A different but equally sobering trend is occurring far from the limelight of prestigious publishing outlets like Science and Nature: the rise of predatory journals and the so-called paper mills that often feed them content.

On page 20 of this issue, freelance journalist Dalmeet Singh Chawla reports on the brazen practices of a journal called Experimental and Theoretical Nanotechnology. C&EN was tipped off to the journal’s behavior by Michael Fischer, a geoscientist at the University of Bremen. We then asked Chawla to confirm Fischer’s claims and to dig deeper.

What Chawla found is a journal that does publish some legitimate papers. But it also publishes papers that seem to have been written by software or pulled from other journals. To both varieties of fake papers it appends the names of scientists who had nothing to do with them—and didn’t know their names had been added.

Earlier this year, Chawla, who also sometimes contributes to the Retraction Watch website, wrote about the insidious problem of paper mills—organizations that sell authorship slots on scholarly papers. One such group, 123mi.ru, claims to have brokered more than 20,000 authorship slots in over 4,000 scholarly papers for up to $5,000 each.

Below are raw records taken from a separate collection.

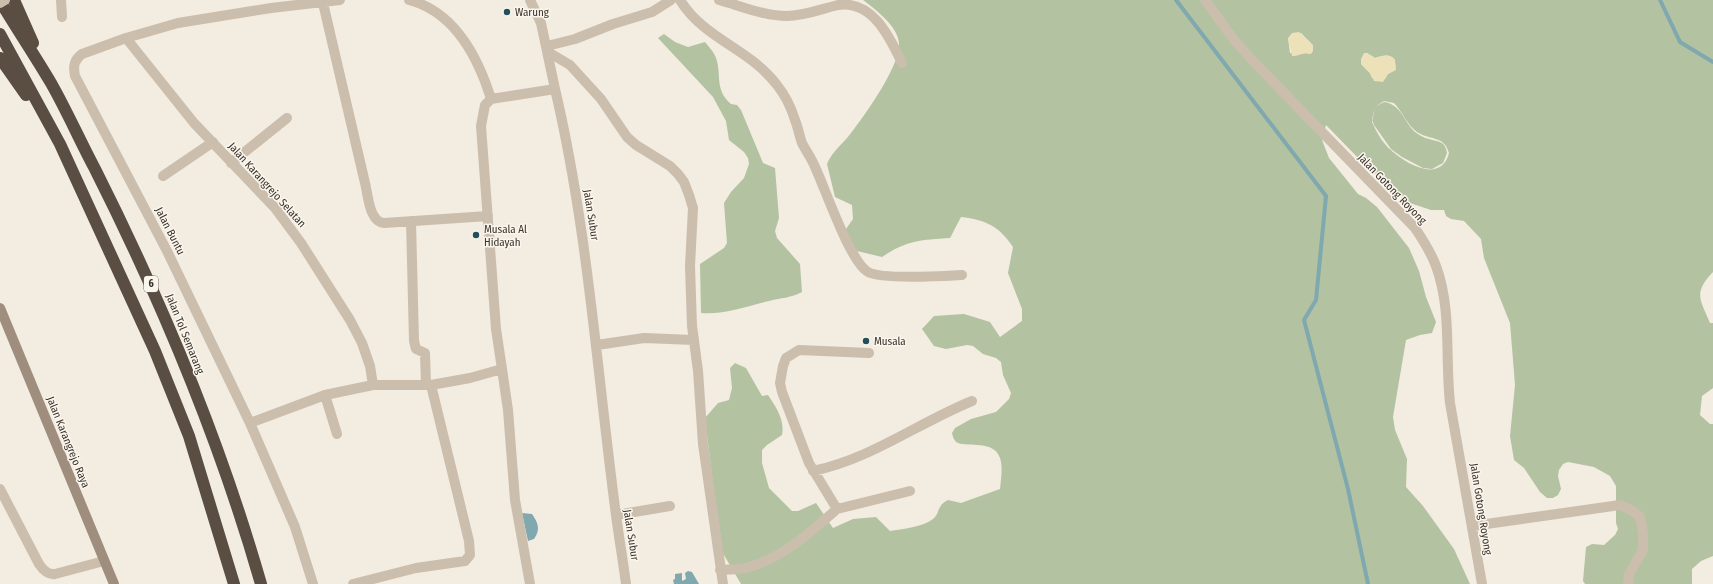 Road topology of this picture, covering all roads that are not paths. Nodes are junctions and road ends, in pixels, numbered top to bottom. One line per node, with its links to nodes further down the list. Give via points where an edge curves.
1 (5, 0): 11 (street, bridge)
2 (14, 0): 19 (highway)
3 (61, 0): 13 (street)
4 (409, 0): 12 (street)
5 (530, 0): 16 (street, via 541,24)
6 (671, 0): 16 (street, via 652,12)
7 (680, 0): 29 (street, via 708,32 744,53 778,86 791,108 802,142 850,248 868,272 890,276)
8 (719, 0): 18 (street, via 778,16 839,5 857,6 878,21)
9 (1205, 0): 47 (street, Jalan Gotong Royong, via 1235,41 1415,228 1426,246 1436,266 1444,298 1450,403)
10 (331, 1): 15 (street, via 178,23); 28 (street, via 344,98 374,216 380,222)
11 (0, 2): 19 (highway, Jalan Tol Semarang / 6)
12 (429, 4): 21 (street, via 463,38 480,69)
13 (62, 17)
14 (0, 34): 24 (highway, 6)
15 (126, 38): 23 (street, Jalan Karangrejo Selatan, via 194,123); 39 (street, Jalan Buntu, via 77,57 73,68 75,76 167,251)
16 (547, 49): 20 (street); 31 (street, via 570,65 636,145 670,166 684,182 693,208 690,266)
17 (0, 58): 24 (highway)
18 (902, 63)
19 (51, 84): 52 (highway, Jalan Tol Semarang / 6, via 151,285 213,437)
20 (555, 89): 21 (street); 32 (street, Jalan Subur, via 568,146)
21 (492, 99): 27 (street, via 485,105 481,126)
22 (287, 118): 25 (street)
23 (213, 142): 25 (street, Jalan Karangrejo Selatan); 26 (street)
24 (60, 144): 51 (highway, 6, via 155,351 189,436)
25 (231, 163): 35 (street, Jalan Karangrejo Selatan, via 281,216 330,287 362,343)
26 (163, 176)
27 (488, 216): 28 (street); 34 (street, via 496,329)
28 (411, 221): 36 (street, via 414,341 416,349 425,353)
29 (962, 275)
30 (0, 308): 48 (main road, Jalan Karangrejo Raya)
31 (694, 340): 32 (street, via 644,338); 49 (street, via 703,444)
32 (597, 345): 46 (street, Jalan Subur)
33 (869, 353): 41 (street, via 799,350 784,362 780,383 782,392)
34 (502, 369): 36 (street, via 470,378); 55 (street, via 515,500)
35 (374, 385): 36 (street); 37 (street)
36 (428, 385): 54 (street, via 461,506 470,555 465,560 416,568)
37 (325, 395): 39 (street); 40 (street)
38 (972, 401): 41 (street, via 864,455 827,468)
39 (250, 423): 53 (street, via 295,527)
40 (337, 434)
41 (813, 470): 45 (street)
42 (0, 489): 48 (street, via 44,570 55,574)
43 (910, 491): 45 (street)
44 (670, 506): 46 (street)
45 (837, 509): 49 (street, via 803,538 770,559 745,568)
46 (616, 515): 56 (street, Jalan Subur)
47 (1472, 526): 58 (street, Jalan Gotong Royong); 59 (street, via 1620,505 1640,517 1643,533 1643,550 1629,574)
48 (104, 561): 50 (main road, Jalan Karangrejo Raya)
49 (720, 570): 57 (street)
50 (114, 584)
51 (234, 584)
52 (261, 584)
53 (313, 584)
54 (353, 584)
55 (530, 584)
56 (626, 584)
57 (723, 584)
58 (1482, 584)
59 (1628, 584)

Chawla’s story tracks a chemistry paper’s journey through a paper mill and into a journal run by a reputable British publisher.

I asked Chawla if he sees any common threads between the incident at Nature—arguably the top of the scientific publishing world—and the seedy publishing netherworld of predatory journals and paper mills.

He told me that research misbehavior and misconduct will happen at all levels and that journals should actively investigate such cases and not hesitate to take action. Indeed, the increase in retractions is inevitable as the rate of scientific publishing grows and publishers take action, Chawla says. Still, a lot of junk remains in the literature for decades, accumulating undeserved citations.

In a world where academic publishers increasingly have to justify the role they play, policing the literature and keeping it clean can serve a critical need, Chawla argues. As for predatory publishers and paper mills, he says, their objective is using scientific fraud for financial gain, and they will absorb no lessons on research integrity.

Views expressed on this page are those of the author and not necessarily those of ACS.